- Work request
Within the data that follows, how many lines contain the word "roads"? Reply with only the number.

- Stored data
___
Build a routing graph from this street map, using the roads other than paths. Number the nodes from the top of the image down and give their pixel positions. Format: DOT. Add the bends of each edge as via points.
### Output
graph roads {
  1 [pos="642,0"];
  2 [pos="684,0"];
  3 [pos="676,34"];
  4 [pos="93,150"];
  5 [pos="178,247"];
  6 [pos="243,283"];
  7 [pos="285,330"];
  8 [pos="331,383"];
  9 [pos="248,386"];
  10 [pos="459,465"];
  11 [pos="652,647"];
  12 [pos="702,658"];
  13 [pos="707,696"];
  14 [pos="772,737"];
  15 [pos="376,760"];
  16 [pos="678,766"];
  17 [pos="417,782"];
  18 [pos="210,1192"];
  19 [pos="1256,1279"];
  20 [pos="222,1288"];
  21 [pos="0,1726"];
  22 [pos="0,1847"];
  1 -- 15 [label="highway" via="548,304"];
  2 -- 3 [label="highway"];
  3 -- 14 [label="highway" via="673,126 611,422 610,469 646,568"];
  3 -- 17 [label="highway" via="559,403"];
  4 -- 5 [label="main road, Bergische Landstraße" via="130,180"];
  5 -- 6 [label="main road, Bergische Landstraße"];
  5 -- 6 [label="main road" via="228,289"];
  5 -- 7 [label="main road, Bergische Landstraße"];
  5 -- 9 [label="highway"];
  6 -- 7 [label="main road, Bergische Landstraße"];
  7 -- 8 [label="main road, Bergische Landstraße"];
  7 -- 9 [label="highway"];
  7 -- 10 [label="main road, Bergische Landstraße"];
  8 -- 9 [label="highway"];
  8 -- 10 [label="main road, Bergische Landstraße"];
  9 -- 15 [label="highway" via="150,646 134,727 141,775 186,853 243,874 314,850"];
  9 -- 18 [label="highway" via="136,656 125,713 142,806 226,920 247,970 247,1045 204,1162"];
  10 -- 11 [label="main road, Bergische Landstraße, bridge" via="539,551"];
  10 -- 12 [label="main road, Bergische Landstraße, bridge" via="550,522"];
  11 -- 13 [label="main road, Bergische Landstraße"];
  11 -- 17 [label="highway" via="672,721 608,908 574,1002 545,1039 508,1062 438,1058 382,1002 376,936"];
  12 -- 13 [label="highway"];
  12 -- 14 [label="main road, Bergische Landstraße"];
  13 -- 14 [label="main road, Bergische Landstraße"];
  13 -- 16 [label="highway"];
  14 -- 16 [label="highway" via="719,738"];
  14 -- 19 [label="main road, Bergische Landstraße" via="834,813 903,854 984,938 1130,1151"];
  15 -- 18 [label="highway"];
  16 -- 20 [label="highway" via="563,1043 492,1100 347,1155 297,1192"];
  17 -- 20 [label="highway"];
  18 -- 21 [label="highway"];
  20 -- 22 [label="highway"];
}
___
- Answer to this task
2